Jaunuoliai kaip Dan Eldon ir Sabrina Ward Harrison labai daug asmeniškumų pasidalino savo meniniuose dienoraščiuose, bet manau kad dėl to pagrinde ir susilaukė tokio grandiozinio pripažinimo. Tokiam atvirumui reikia nemažai drąsos bei 'kietos skūros' ;) Skeptikų bei kritikų visada buvo bei ir bus. Neperseniausiai Amazone skaičiau kelis negatyvius Sabrinos dienoraščių įvertinimus...panašaus plauko kaip: "ko ji vis save piešia?..kaip egoistiška; kokia ji depresuojanti ir t.t"
Aš pakolkas dar nepasiekiau tokį lygį kad dalintis labiau negatyviais gyvenimo periodais, bet bandau ir siekiu vis daugiau ir daugiau atskleisti.
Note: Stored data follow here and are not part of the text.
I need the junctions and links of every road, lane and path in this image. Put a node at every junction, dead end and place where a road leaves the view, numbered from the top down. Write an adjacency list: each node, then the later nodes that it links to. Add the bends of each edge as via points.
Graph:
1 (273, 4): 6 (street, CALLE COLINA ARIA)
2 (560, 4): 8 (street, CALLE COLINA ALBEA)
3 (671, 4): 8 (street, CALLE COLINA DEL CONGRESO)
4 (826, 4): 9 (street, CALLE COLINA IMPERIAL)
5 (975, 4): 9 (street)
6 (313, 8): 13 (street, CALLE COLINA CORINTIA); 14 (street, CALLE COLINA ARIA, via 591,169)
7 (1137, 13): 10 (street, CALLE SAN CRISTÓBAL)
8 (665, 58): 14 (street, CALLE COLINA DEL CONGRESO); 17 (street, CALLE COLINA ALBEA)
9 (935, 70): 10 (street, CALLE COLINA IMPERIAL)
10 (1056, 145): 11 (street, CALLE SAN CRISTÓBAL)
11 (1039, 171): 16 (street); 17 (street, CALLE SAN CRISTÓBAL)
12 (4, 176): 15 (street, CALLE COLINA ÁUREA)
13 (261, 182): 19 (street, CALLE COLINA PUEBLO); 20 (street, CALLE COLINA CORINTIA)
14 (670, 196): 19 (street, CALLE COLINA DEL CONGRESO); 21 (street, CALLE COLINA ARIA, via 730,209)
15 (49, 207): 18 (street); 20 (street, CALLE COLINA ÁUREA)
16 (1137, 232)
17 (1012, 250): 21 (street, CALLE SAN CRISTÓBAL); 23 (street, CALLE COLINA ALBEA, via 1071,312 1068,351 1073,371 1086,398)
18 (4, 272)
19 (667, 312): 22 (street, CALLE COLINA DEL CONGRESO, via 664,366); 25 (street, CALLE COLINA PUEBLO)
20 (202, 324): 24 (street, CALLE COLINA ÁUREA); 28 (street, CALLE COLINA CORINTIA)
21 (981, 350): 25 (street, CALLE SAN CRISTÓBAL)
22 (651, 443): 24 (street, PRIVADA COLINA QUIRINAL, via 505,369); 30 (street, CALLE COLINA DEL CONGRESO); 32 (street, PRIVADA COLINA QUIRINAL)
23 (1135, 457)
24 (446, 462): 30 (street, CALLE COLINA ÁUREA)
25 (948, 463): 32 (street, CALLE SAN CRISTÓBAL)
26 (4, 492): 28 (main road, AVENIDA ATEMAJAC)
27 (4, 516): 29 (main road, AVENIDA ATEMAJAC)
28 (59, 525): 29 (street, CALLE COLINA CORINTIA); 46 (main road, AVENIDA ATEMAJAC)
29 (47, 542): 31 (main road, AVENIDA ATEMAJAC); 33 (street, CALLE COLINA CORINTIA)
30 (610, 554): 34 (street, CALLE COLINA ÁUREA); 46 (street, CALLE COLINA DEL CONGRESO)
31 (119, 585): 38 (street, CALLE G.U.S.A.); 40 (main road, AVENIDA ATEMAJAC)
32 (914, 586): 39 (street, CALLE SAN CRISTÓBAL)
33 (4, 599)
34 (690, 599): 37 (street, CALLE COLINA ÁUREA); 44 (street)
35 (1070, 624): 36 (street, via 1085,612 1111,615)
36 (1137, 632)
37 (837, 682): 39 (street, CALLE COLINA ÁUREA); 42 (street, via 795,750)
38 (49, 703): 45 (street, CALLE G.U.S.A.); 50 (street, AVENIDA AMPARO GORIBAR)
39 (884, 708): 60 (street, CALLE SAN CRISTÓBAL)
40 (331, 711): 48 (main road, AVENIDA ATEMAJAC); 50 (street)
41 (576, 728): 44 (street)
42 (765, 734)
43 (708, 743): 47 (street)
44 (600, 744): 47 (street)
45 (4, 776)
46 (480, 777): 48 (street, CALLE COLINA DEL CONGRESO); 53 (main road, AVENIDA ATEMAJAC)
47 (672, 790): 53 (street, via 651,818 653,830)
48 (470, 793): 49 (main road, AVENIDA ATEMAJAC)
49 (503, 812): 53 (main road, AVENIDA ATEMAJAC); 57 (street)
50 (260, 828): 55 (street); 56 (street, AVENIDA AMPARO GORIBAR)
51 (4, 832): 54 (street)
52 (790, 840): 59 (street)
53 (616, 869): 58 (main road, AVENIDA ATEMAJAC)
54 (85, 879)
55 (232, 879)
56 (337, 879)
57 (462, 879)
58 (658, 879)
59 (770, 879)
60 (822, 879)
Norėčiau pasakyti kad kitų komentarai man dzin, neužgauna, bet pakolkas dar to nepasiekiau.
Kas man labiausiai padeda pajudėti iš pradinio taško kuriant meninius dienoraščius tai apsimesti- ne, save įtikinti kad 'šį puslapį gaminu tik savo akimis'. Tada būnu atviresnė ir nejaučiu stabdžių kūryboj. Jei pradedant žinosi kad ketiniesi dalintis kūriniu internete tai atsiras labai daug stabdžių....tai paraližuos kūrybiškumą. Apsimesk kad niekam nerodysi o kada pabaigsi tik tada rūpinkis kaip galėtum šį ar tą paslėpti, ar gal ratušuoti kad visgi galėtum pasidaliinti interneto galerijose.
Nu va, romaną parašiau šį kartą.
Ne kokia aš patarėja meninių dienoraščių srityje kadangi man pačiai tai dilema: kiek tų asmeniškumų viešinti?
Tikiuosi visgi kad išmėginsi ir parodysi mum ką nors ;)

Ignas said...

Aciu, Irma. Tikrai manau, kad ateity drisiu isbandyti art journalinga. Dar karta dekui us sugaista laika rasant man atsakyma :)

Jennifer Larson said...

That is utterly beautiful and heartfelt.

Cynthia Lloréns said...

Hi sweet !!!This is just a STUNNING and MARVELOUS page all the details are simple perfect!!!
Thank you so much for all the lovely comments you have written in my blog in 2011!!!
I wish a wonderful 2012!!
Big huges and kisses with much love.
Cyndi

amber said...

Your page is so thoughtful and magical that it is able to symbolize hope and loss in one. Simply beautiful!